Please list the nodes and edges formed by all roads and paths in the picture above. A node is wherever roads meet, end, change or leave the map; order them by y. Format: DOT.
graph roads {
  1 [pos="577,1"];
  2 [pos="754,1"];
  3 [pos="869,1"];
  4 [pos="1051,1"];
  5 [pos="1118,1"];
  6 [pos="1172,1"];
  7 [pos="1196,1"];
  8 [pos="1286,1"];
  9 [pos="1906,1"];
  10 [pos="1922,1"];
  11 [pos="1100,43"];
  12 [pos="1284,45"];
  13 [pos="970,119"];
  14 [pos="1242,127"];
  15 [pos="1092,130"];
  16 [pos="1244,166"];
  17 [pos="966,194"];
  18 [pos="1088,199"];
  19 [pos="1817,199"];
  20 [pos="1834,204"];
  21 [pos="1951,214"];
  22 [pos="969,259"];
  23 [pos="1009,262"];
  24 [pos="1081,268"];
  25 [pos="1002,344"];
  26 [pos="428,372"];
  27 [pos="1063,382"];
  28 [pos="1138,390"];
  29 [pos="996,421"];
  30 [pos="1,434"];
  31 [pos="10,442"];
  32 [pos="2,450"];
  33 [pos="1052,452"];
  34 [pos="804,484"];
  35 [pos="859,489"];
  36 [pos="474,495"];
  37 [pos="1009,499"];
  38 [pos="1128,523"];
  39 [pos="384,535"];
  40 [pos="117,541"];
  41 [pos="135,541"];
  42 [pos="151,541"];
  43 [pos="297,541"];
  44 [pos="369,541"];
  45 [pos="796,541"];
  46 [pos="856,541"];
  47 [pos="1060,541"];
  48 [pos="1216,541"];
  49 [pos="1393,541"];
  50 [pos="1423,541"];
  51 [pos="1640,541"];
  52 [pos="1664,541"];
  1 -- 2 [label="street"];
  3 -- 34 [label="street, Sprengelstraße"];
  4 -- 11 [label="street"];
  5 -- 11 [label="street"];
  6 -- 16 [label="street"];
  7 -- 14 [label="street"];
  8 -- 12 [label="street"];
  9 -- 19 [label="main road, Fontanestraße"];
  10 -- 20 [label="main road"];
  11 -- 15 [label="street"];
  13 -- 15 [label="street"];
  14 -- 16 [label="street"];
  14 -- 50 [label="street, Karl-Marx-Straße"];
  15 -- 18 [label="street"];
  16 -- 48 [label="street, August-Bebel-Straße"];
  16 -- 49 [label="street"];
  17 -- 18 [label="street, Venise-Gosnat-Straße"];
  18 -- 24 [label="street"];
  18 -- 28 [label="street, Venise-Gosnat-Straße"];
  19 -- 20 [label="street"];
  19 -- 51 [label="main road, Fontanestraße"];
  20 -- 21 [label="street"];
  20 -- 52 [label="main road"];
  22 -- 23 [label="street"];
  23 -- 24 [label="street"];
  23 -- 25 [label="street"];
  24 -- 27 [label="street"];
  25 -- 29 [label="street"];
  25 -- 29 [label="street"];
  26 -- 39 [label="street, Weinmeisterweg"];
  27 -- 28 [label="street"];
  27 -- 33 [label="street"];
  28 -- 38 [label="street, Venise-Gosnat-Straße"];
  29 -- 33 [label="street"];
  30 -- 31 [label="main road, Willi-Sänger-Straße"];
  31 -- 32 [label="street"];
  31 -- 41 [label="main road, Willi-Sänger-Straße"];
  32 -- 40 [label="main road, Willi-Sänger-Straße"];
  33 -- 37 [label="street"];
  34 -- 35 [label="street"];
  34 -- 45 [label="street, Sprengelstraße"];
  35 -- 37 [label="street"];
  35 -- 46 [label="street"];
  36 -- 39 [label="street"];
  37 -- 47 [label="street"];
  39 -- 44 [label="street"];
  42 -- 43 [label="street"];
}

== About this exercise ==
Transcribe each line of the listing above precisely as it appears.

== Answer area ==
Please list the nodes and edges formed by all roads and paths in the picture above. A node is wherever roads meet, end, change or leave the map; order them by y. Format: DOT.
graph roads {
  1 [pos="577,1"];
  2 [pos="754,1"];
  3 [pos="869,1"];
  4 [pos="1051,1"];
  5 [pos="1118,1"];
  6 [pos="1172,1"];
  7 [pos="1196,1"];
  8 [pos="1286,1"];
  9 [pos="1906,1"];
  10 [pos="1922,1"];
  11 [pos="1100,43"];
  12 [pos="1284,45"];
  13 [pos="970,119"];
  14 [pos="1242,127"];
  15 [pos="1092,130"];
  16 [pos="1244,166"];
  17 [pos="966,194"];
  18 [pos="1088,199"];
  19 [pos="1817,199"];
  20 [pos="1834,204"];
  21 [pos="1951,214"];
  22 [pos="969,259"];
  23 [pos="1009,262"];
  24 [pos="1081,268"];
  25 [pos="1002,344"];
  26 [pos="428,372"];
  27 [pos="1063,382"];
  28 [pos="1138,390"];
  29 [pos="996,421"];
  30 [pos="1,434"];
  31 [pos="10,442"];
  32 [pos="2,450"];
  33 [pos="1052,452"];
  34 [pos="804,484"];
  35 [pos="859,489"];
  36 [pos="474,495"];
  37 [pos="1009,499"];
  38 [pos="1128,523"];
  39 [pos="384,535"];
  40 [pos="117,541"];
  41 [pos="135,541"];
  42 [pos="151,541"];
  43 [pos="297,541"];
  44 [pos="369,541"];
  45 [pos="796,541"];
  46 [pos="856,541"];
  47 [pos="1060,541"];
  48 [pos="1216,541"];
  49 [pos="1393,541"];
  50 [pos="1423,541"];
  51 [pos="1640,541"];
  52 [pos="1664,541"];
  1 -- 2 [label="street"];
  3 -- 34 [label="street, Sprengelstraße"];
  4 -- 11 [label="street"];
  5 -- 11 [label="street"];
  6 -- 16 [label="street"];
  7 -- 14 [label="street"];
  8 -- 12 [label="street"];
  9 -- 19 [label="main road, Fontanestraße"];
  10 -- 20 [label="main road"];
  11 -- 15 [label="street"];
  13 -- 15 [label="street"];
  14 -- 16 [label="street"];
  14 -- 50 [label="street, Karl-Marx-Straße"];
  15 -- 18 [label="street"];
  16 -- 48 [label="street, August-Bebel-Straße"];
  16 -- 49 [label="street"];
  17 -- 18 [label="street, Venise-Gosnat-Straße"];
  18 -- 24 [label="street"];
  18 -- 28 [label="street, Venise-Gosnat-Straße"];
  19 -- 20 [label="street"];
  19 -- 51 [label="main road, Fontanestraße"];
  20 -- 21 [label="street"];
  20 -- 52 [label="main road"];
  22 -- 23 [label="street"];
  23 -- 24 [label="street"];
  23 -- 25 [label="street"];
  24 -- 27 [label="street"];
  25 -- 29 [label="street"];
  25 -- 29 [label="street"];
  26 -- 39 [label="street, Weinmeisterweg"];
  27 -- 28 [label="street"];
  27 -- 33 [label="street"];
  28 -- 38 [label="street, Venise-Gosnat-Straße"];
  29 -- 33 [label="street"];
  30 -- 31 [label="main road, Willi-Sänger-Straße"];
  31 -- 32 [label="street"];
  31 -- 41 [label="main road, Willi-Sänger-Straße"];
  32 -- 40 [label="main road, Willi-Sänger-Straße"];
  33 -- 37 [label="street"];
  34 -- 35 [label="street"];
  34 -- 45 [label="street, Sprengelstraße"];
  35 -- 37 [label="street"];
  35 -- 46 [label="street"];
  36 -- 39 [label="street"];
  37 -- 47 [label="street"];
  39 -- 44 [label="street"];
  42 -- 43 [label="street"];
}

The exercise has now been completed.